● SUPPLIED INFORMATION:
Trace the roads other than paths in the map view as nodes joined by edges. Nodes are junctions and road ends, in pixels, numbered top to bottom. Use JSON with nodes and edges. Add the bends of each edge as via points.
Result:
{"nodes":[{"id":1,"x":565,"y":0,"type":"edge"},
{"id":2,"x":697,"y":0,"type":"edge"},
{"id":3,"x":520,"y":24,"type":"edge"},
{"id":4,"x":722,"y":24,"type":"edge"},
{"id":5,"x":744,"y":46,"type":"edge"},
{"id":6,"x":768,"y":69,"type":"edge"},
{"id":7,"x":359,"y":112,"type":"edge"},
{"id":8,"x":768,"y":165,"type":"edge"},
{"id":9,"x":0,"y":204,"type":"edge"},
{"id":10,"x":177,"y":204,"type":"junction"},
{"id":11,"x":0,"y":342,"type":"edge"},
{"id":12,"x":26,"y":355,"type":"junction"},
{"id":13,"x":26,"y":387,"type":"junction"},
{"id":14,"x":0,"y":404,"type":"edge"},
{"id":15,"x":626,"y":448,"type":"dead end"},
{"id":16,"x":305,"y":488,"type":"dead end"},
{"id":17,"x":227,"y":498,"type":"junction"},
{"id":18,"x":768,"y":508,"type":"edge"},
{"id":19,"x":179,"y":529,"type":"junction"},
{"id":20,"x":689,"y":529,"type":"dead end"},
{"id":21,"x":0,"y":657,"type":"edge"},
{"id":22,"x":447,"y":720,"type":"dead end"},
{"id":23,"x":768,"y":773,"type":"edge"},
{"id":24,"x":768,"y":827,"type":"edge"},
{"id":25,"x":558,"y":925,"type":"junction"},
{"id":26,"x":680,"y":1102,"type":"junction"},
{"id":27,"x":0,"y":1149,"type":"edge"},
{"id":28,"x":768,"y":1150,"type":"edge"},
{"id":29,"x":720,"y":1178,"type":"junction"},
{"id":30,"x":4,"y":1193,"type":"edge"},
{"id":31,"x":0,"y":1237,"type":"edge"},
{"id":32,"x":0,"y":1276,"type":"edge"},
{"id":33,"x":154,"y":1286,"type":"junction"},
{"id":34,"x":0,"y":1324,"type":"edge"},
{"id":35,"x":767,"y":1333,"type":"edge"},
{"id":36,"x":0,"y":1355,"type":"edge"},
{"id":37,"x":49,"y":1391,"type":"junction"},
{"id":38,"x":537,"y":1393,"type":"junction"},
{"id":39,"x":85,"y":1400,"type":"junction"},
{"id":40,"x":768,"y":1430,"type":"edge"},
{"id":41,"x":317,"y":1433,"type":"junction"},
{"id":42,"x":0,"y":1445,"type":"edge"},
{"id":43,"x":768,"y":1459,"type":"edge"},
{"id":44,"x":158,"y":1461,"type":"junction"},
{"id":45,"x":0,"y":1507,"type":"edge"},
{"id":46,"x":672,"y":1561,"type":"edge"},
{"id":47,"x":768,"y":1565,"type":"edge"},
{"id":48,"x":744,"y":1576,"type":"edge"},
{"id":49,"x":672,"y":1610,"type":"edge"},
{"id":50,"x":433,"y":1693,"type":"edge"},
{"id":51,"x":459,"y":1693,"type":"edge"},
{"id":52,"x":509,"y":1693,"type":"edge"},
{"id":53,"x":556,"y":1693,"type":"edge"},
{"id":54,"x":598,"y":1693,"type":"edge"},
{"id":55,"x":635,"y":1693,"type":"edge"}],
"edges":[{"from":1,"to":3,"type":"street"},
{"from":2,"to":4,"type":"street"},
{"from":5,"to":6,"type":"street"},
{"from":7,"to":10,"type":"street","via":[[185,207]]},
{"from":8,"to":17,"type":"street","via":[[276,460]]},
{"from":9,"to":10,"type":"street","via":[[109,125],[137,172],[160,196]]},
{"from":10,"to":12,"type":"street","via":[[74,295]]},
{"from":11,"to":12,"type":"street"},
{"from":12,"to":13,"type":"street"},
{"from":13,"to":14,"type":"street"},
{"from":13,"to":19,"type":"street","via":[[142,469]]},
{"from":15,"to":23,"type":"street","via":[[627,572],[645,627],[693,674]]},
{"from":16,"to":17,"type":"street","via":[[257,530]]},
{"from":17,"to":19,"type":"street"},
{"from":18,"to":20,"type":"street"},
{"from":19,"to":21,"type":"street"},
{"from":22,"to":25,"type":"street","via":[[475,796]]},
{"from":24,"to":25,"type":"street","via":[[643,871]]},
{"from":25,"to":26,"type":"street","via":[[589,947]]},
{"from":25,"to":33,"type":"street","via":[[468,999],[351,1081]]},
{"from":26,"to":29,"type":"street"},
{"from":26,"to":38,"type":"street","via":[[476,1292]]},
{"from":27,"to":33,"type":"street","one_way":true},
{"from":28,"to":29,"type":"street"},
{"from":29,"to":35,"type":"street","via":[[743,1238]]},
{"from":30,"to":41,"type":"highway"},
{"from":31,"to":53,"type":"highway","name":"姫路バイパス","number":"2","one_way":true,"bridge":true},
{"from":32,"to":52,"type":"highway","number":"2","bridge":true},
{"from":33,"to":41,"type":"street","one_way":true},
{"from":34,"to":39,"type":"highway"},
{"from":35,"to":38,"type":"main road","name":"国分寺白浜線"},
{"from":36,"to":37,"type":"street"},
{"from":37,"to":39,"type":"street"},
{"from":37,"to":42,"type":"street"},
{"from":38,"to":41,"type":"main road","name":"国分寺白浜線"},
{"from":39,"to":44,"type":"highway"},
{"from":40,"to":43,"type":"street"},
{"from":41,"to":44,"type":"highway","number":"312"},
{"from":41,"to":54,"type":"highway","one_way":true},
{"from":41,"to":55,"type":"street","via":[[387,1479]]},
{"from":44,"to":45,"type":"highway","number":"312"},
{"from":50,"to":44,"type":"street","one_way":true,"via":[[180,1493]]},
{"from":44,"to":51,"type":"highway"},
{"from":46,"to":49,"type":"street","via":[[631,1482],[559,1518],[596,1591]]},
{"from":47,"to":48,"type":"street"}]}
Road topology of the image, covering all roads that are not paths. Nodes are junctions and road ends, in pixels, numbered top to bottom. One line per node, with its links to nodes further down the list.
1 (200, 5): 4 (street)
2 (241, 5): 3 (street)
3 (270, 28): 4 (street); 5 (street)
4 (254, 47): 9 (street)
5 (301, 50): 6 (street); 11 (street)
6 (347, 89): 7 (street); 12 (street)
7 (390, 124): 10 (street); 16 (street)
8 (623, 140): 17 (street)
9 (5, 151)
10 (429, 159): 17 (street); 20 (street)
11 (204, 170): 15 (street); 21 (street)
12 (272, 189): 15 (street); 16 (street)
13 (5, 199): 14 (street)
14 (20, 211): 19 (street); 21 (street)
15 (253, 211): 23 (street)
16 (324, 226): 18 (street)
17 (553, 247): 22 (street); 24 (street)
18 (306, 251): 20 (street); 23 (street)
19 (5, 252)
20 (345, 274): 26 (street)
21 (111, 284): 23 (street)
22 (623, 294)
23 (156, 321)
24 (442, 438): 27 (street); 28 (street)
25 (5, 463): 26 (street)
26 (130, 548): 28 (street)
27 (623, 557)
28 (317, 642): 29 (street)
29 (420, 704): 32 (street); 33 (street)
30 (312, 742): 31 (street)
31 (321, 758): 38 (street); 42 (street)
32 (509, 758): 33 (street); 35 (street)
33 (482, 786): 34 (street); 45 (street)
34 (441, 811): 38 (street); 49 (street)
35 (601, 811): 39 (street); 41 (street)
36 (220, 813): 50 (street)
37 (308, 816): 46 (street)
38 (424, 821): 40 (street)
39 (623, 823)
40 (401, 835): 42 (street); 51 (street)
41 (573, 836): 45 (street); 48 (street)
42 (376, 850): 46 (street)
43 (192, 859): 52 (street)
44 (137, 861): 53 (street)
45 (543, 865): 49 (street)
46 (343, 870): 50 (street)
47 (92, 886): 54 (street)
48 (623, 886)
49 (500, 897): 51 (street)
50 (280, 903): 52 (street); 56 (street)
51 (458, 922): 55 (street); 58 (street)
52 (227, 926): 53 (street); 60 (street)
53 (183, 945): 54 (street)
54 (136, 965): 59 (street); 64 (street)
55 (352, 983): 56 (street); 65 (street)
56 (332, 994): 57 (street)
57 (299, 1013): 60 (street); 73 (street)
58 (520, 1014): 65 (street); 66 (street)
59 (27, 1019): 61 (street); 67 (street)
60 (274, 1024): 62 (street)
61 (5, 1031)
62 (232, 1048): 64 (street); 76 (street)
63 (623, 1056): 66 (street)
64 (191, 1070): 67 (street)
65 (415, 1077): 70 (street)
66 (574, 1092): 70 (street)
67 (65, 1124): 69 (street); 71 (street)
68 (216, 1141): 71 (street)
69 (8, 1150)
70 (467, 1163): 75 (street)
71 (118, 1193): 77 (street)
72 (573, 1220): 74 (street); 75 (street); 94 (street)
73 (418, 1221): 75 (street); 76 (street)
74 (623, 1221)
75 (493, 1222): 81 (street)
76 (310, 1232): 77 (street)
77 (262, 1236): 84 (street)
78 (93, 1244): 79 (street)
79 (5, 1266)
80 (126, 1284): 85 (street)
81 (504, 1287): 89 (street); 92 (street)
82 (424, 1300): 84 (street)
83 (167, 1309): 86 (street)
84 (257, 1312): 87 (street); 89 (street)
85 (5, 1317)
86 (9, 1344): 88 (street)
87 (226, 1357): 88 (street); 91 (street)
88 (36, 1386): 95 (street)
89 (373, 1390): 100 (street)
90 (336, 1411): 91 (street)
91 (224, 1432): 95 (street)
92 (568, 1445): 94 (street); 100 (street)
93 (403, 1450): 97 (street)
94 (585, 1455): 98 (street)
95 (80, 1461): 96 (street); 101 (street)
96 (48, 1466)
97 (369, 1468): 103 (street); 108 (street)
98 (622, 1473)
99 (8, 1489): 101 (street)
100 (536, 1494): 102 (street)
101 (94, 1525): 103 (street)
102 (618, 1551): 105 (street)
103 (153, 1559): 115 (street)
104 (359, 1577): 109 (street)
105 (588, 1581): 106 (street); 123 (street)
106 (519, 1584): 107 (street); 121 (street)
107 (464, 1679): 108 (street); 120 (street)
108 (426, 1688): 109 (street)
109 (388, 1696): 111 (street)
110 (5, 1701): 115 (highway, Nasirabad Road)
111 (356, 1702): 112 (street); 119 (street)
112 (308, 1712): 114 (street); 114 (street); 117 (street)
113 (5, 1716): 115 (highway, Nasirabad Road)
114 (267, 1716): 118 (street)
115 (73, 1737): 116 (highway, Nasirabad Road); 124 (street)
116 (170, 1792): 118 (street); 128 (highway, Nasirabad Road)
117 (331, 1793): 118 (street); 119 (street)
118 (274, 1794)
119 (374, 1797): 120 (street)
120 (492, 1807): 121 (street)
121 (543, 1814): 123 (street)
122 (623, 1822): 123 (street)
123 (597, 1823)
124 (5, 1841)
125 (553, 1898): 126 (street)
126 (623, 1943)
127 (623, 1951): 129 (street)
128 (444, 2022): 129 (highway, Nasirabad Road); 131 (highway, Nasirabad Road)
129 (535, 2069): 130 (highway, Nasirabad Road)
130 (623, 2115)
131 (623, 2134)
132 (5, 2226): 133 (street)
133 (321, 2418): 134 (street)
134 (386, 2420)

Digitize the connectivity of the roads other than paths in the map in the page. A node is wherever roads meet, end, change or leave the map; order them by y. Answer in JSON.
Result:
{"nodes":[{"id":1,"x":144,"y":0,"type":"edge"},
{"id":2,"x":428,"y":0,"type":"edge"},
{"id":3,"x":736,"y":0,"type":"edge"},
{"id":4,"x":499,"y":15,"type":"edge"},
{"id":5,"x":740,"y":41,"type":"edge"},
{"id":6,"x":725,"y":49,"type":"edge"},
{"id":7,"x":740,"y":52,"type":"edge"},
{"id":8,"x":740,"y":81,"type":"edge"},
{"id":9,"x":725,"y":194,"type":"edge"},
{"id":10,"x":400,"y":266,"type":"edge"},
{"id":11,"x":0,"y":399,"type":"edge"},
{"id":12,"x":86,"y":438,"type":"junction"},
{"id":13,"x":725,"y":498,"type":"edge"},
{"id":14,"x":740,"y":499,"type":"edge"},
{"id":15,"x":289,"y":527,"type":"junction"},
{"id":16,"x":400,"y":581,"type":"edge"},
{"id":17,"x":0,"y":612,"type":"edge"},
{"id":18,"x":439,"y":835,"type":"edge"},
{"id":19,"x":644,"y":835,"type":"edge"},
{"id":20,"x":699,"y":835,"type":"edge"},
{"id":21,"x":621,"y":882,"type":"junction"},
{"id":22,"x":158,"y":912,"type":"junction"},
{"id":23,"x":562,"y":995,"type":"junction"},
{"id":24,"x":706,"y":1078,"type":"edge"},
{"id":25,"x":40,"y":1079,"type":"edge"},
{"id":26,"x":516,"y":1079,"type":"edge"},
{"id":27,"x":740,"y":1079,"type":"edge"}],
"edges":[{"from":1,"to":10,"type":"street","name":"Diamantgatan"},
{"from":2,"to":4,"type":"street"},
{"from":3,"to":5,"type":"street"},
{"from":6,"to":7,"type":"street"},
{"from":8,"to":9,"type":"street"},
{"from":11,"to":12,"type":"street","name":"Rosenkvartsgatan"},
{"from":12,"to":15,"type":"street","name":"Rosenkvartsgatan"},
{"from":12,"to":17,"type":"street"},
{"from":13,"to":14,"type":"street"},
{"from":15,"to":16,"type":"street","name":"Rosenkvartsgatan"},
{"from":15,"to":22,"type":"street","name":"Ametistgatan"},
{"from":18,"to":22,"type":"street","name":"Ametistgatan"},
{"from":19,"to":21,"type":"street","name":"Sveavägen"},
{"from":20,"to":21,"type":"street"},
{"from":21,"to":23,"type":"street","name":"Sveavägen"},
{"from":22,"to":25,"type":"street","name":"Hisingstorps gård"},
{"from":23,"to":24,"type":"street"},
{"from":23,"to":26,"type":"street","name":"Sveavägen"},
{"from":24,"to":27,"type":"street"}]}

● TASK DIRECTIONS:
For the string "dead", show each line of the listing where it appears.

● RESPONSE TO THIS EXERCISE:
{"id":15,"x":626,"y":448,"type":"dead end"},
{"id":16,"x":305,"y":488,"type":"dead end"},
{"id":20,"x":689,"y":529,"type":"dead end"},
{"id":22,"x":447,"y":720,"type":"dead end"},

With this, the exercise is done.